4人が立候補した立憲民主党の代表選は23日に投開票され、元首相の野田佳彦氏が新代表に選出された。近づく総選挙で政権の選択肢として国民に認められるかどうか、再び首相を目指すという野田氏の手腕が注目される。
だが、自公を過半数割れに追い込むためにと保守層にウイングを広げるあまり、自民党と代わり映えしない主張となれば野党第1党の存在意義は失われる。政権交代が可能な政治のためには、政府与党との政策の違いを明確にして国民に示すことが必要だ。
代表に就いた野田氏は衆院選に向けてマニフェスト(政権公約)作りを急ぐと述べた。政治不信が高まる中、生活者の声に耳を傾け、国民本位の公約を示せるかが問われる。とりわけ辺野古新基地の見直しを含む在沖米軍基地の負担軽減、安全保障政策で新たな選択肢が必要だ。
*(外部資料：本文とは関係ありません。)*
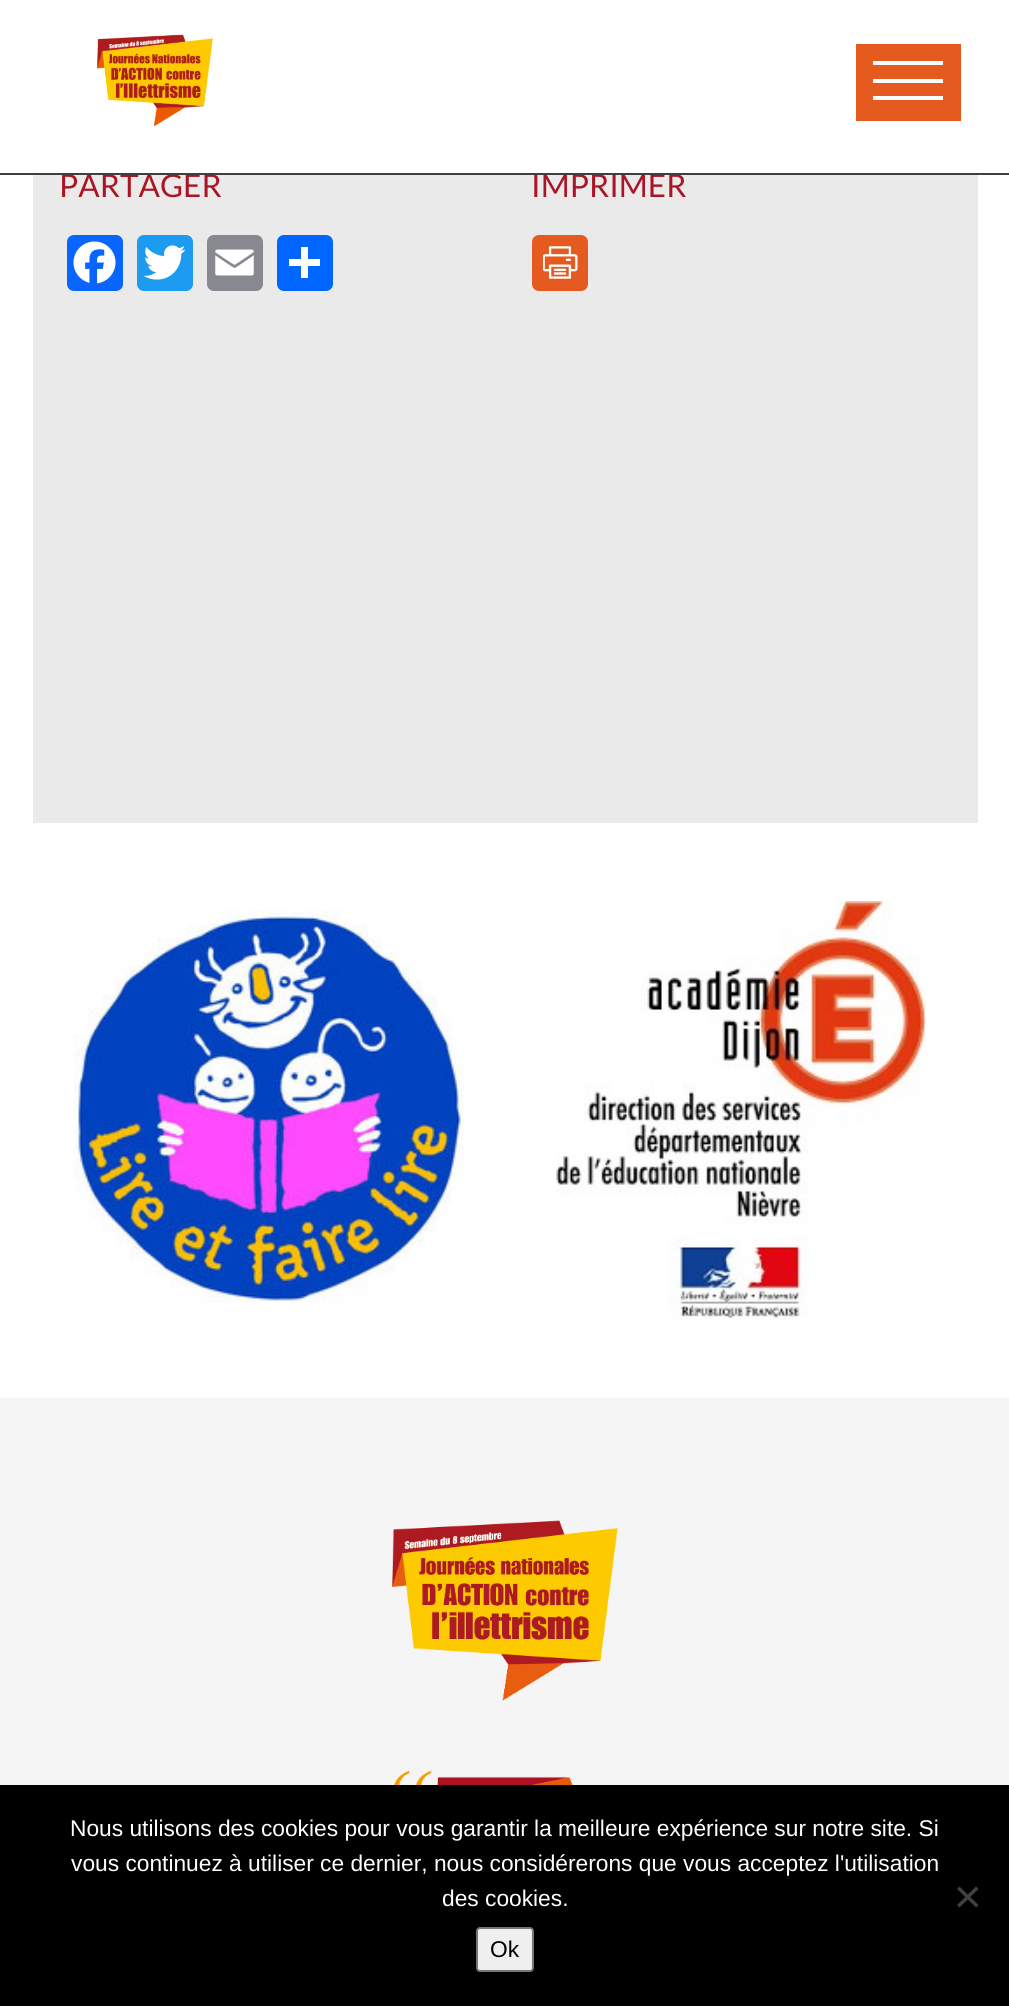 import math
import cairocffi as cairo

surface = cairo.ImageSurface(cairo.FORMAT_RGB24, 1009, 2006)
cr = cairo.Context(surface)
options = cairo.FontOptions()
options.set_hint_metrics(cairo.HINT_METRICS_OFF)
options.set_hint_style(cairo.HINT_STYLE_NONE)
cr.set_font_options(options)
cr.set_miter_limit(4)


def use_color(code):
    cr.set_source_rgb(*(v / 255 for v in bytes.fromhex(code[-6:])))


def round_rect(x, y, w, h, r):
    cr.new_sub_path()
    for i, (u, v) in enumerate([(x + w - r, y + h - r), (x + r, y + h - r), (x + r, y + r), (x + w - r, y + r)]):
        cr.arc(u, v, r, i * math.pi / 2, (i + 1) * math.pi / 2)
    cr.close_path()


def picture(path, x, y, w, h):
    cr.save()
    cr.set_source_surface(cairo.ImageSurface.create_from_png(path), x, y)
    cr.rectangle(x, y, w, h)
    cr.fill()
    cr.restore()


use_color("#ffffff")
cr.paint()
use_color("#eaeaea")
cr.rectangle(33, 175, 945, 648)
cr.fill()
cr.select_font_face("Lato")
cr.set_font_size(31.5)
use_color("#aa1526")
cr.move_to(59, 197)
cr.show_text("PARTAGER")
cr.move_to(531, 197)
cr.show_text("IMPRIMER")
use_color("#3f3f3f")
cr.rectangle(0, 173, 1009, 2)
cr.fill()
picture("img1.png", 97, 34, 116, 93)
use_color("#e55b1f")
cr.rectangle(856, 44, 105, 77)
cr.fill()
use_color("#ffffff")
cr.rectangle(873, 61, 70, 4)
cr.fill()
cr.rectangle(873, 79, 70, 4)
cr.fill()
cr.rectangle(873, 96, 70, 4)
cr.fill()
use_color("#0866ff")
round_rect(67, 235, 56, 56, 7)
cr.fill()
picture("img2.png", 73, 241, 43, 43)
use_color("#1d9bf0")
round_rect(137, 235, 56, 56, 7)
cr.fill()
picture("img3.png", 143, 245, 43, 35)
use_color("#888990")
round_rect(207, 235, 56, 56, 7)
cr.fill()
picture("img4.png", 215, 249, 39, 27)
use_color("#0166ff")
round_rect(277, 235, 56, 56, 7)
cr.fill()
use_color("#ffffff")
cr.rectangle(301, 247, 7, 31)
cr.fill()
cr.rectangle(289, 259, 31, 7)
cr.fill()
use_color("#e55b1f")
round_rect(532, 235, 56, 56, 7)
cr.fill()
picture("img5.png", 543, 246, 35, 33)
picture("img6.png", 73, 909, 391, 394)
picture("img7.png", 556, 901, 370, 418)
use_color("#f5f5f5")
cr.rectangle(0, 1398, 1009, 387)
cr.fill()
picture("img8.png", 392, 1520, 226, 181)
picture("img9.png", 394, 1770, 179, 15)
use_color("#000000")
cr.rectangle(0, 1785, 1009, 221)
cr.fill()
cr.select_font_face("Liberation Sans")
cr.set_font_size(22.75)
use_color("#ffffff")
cr.move_to(70, 1836)
cr.show_text("Nous utilisons des cookies pour vous garantir la meilleure expérience sur notre site. Si")
cr.move_to(71, 1871)
cr.show_text("vous continuez à utiliser ce dernier, nous considérerons que vous acceptez l'utilisation")
cr.move_to(442, 1906)
cr.show_text("des cookies.")
use_color("#404040")
cr.new_path()
cr.move_to(976, 1886.5)
cr.line_to(978.5, 1889)
cr.line_to(959.5, 1907.5)
cr.line_to(957, 1905)
cr.close_path()
cr.fill()
cr.new_path()
cr.move_to(957, 1889)
cr.line_to(959.5, 1886.5)
cr.line_to(978.5, 1905)
cr.line_to(976, 1907.5)
cr.close_path()
cr.fill()
use_color("#efefef")
round_rect(477, 1928, 56, 43, 3)
cr.fill_preserve()
use_color("#767676")
cr.stroke()
use_color("#000000")
cr.move_to(490, 1957)
cr.show_text("Ok")
surface.write_to_png("result.png")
旧民主党の政権時に野田氏は首相を務め、沖縄の基地問題にも当事者として携わった。米軍普天間飛行場の辺野古移設について、首相として「唯一、有効な方法である」として推進してきた。
県内移設の見直しを掲げながら結局は自民と同じ辺野古新基地に回帰したことが、政権交代に対する失望を招いたことを野田氏は忘れてはならない。国民に選択肢を提示できなければ、政治不信や無関心を助長するだけだ。
今回の代表選で琉球新報が実施したアンケートに、野田氏は辺野古の新基地建設について「立ち止まって見直すべき」との立場を回答した。日本記者クラブの討論会では「沖縄の民意を踏まえ、米国と膝をつき合わせ丁寧に協議することが基本」と述べた。
辺野古新基地は費用や工期が際限なく膨張し、普天間飛行場の早期返還につながらないことが明らかになっている。自民の総裁選立候補者が後ろ向きな日米地位協定の改定とともに、自公政権との対立軸を立憲が示すことだ。
野田氏は政府が尖閣諸島を国有化した際の首相でもある。当時の石原慎太郎都知事が尖閣購入を計画していたことから、「都が保有するよりも『平穏かつ安定的な管理』に近づくと思った」と振り返っている。それであればこそ、国有化後の尖閣周辺で日中がにらみ合う状況を解消し、南西諸島周辺での紛争回避に尽力する責務がある。
「台湾有事」にあおられた野放図な防衛予算の膨張を防ぐためにも、中国との関係改善へリーダーシップを党内外で示してもらいたい。
10月1日に臨時国会が召集される方向だ。国会で野党が行政監視機能を果たし、政策を提示して、与党と政権運営能力を競い合うことが健全な民主政治の土台だ。国民の多くが納得していない改正政治資金規正法の問題もある。
自民は政局に走った性急な衆院解散は慎み、新たな党首同士の下での論戦を正面から受けて立つことだ。